Способ не требует привлечения длительных и трудоемких методов с использованием варьирующих параметров культивирования штаммов (температурный оптимум, состав, pH, уровень аэрации среды, время культивирования).
Способ применим для одновременного анализа значительного числа штаммов.
Таким образом, предлагаемый способ является новым, не имеет существенных ограничений в применении к разным объектам микроорганизмов, сокращает ресурсы и время работы по поиску штаммов, катаболизирующих гербицид 2,4-D.
Информация, принятая во внимание
1. Авторское свидетельство СССР N 1374783, 24.12.85.
2. Авторское свидетельство СССР N 1405314, 30.12.86.
3. The Y Chromosome. Part A: basic Characteristics of the Y Chromosome.
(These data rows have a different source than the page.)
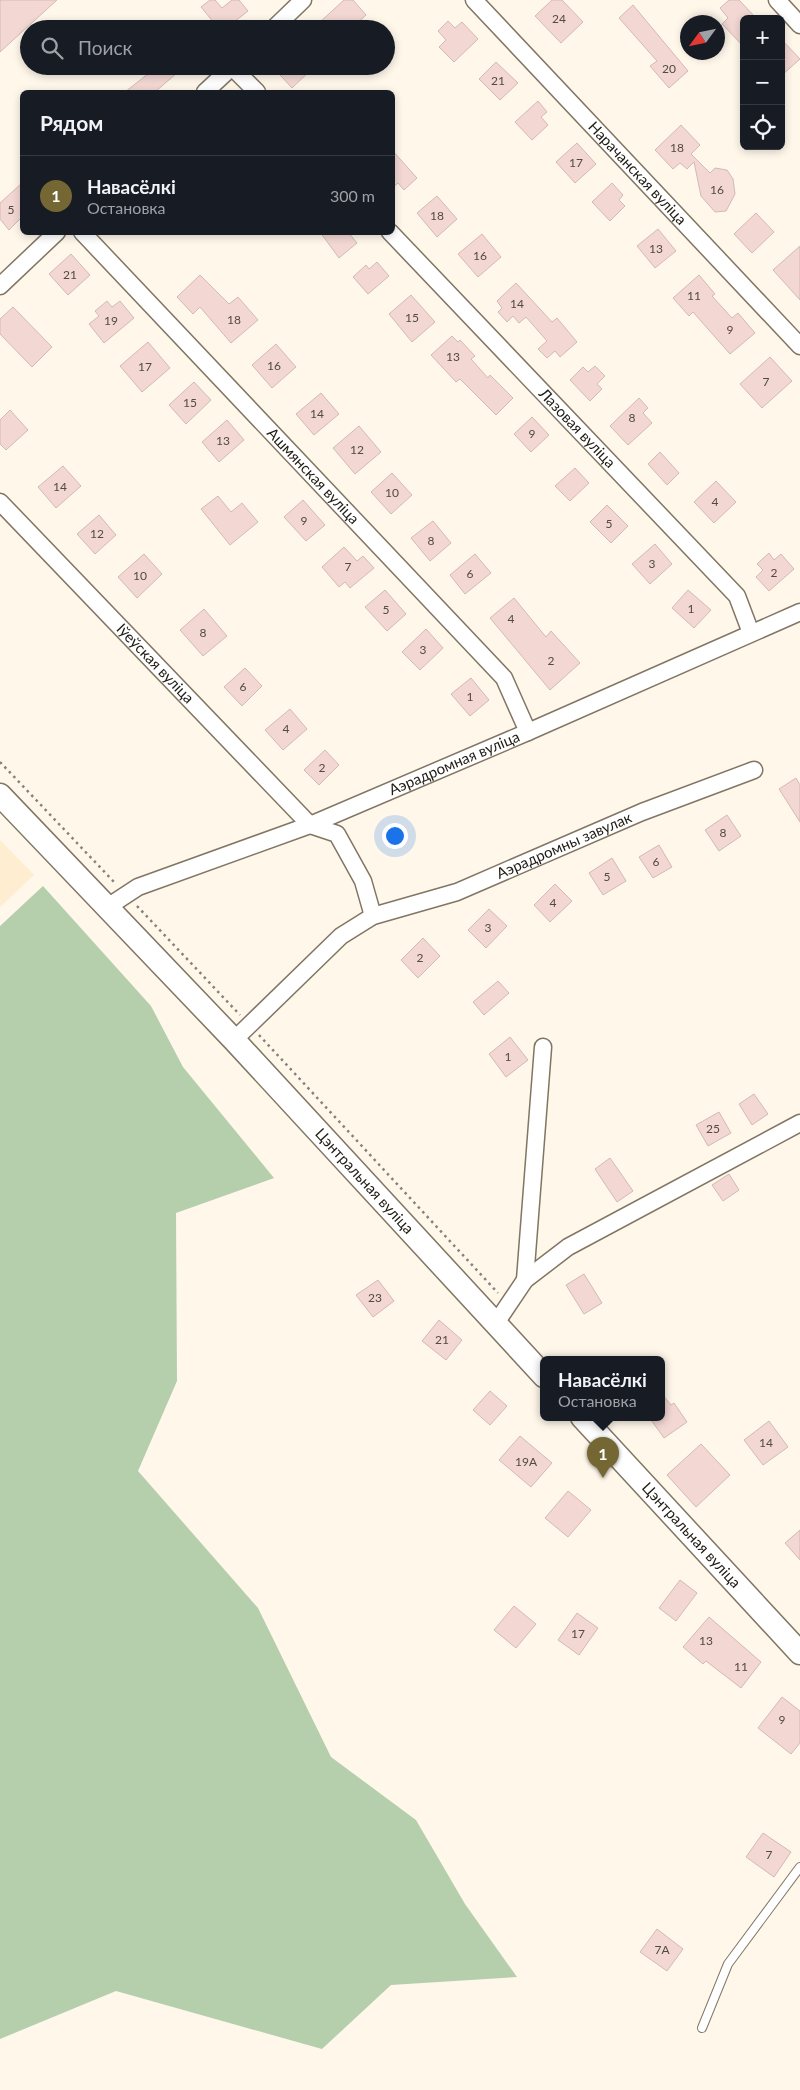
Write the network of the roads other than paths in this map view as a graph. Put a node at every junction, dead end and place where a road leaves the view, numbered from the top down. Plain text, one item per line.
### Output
1 (303, 0) edge
2 (474, 0) edge
3 (777, 0) edge
4 (282, 20) edge
5 (800, 25) edge
6 (224, 75) edge
7 (241, 75) edge
8 (207, 90) edge
9 (255, 90) edge
10 (54, 235) edge
11 (85, 235) edge
12 (393, 235) edge
13 (0, 286) edge
14 (800, 346) edge
15 (0, 502) edge
16 (800, 612) edge
17 (751, 633) junction
18 (528, 732) junction
19 (754, 770) dead end
20 (0, 795) edge
21 (310, 825) junction
22 (106, 908) junction
23 (373, 916) junction
24 (234, 1040) junction
25 (543, 1048) dead end
26 (800, 1123) edge
27 (525, 1280) junction
28 (496, 1323) junction
29 (540, 1372) edge
30 (586, 1421) edge
31 (800, 1653) edge
32 (800, 1866) edge
33 (702, 2028) dead end

1 - 4 street
2 - 14 street, Нарачанская вуліца
3 - 5 street
6 - 8 street
7 - 9 street
10 - 13 street
11 - 18 street, Ашмянская вуліца
12 - 17 street, Лазовая вуліца
15 - 21 street, Іўеўская вуліца
16 - 17 street, Аэрадромная вуліца
17 - 18 street, Аэрадромная вуліца
18 - 21 street, Аэрадромная вуліца
19 - 23 street, Аэрадромны завулак
20 - 22 main road, Цэнтральная вуліца
21 - 22 street, Аэрадромная вуліца
21 - 23 street
22 - 24 main road, Цэнтральная вуліца
23 - 24 street, Аэрадромны завулак
24 - 28 main road, Цэнтральная вуліца
25 - 27 street
26 - 27 street
27 - 28 street
28 - 29 main road, Цэнтральная вуліца
30 - 31 main road, Цэнтральная вуліца
32 - 33 lane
Jau Yun-Fai. 1985, 177 c.
4. Методы общей бактериологии/Под ред. Ф. Герхардт. - М.: Мир, 1984, стр. 112-118.
5. Маннатис Т. , Фрич Э., Сэмбрук Дж, Молекулярное клонирование. - М.: Мир, 1984, с. 332 - 337, 344 - 350.
6. Патент РФ по заявке N 5035856/13, 02.08.91.
7. Патент РФ N 1742226, 22.05.89.
8. Журенко Е.Ю, Кусова И.В., Султанбекова М.Н., Каткова Е.Г, Совенко О. С. , Маркушева Т. В. Поиск и исследование микроорганизмов для деградации гербицида 2,4-D. Сб. : Основные направления биотехнологии в решении народнохозяйственных задач. - Уфа: 1991, с. 81-92.
9. Никитина В.С., Маркушева Т.В., Журенко Е.Ю., Кусова И.В., Чураев Р.Н. Сравнительное исследование динамики деградации гербицида 2,4-D бактериями различных таксономических групп. Сб.: Вопросы биотехнологии. - Уфа: 1995, с. 28-34.
10. Скрябин Г.К., Головлева Л.А. Использование микроорганизмов в органическом синтезе. - М.: Наука, 1976, с. 300 - 305.
Формула изобретения: Способ обнаружения генов катаболизма гербицида 2,4-D в геномах микроорганизмов, заключающийся в гибридизации ДНК исследуемых штаммов с радиоактивным препаратом ДНК плазмиды рМК 16 на твердом носителе.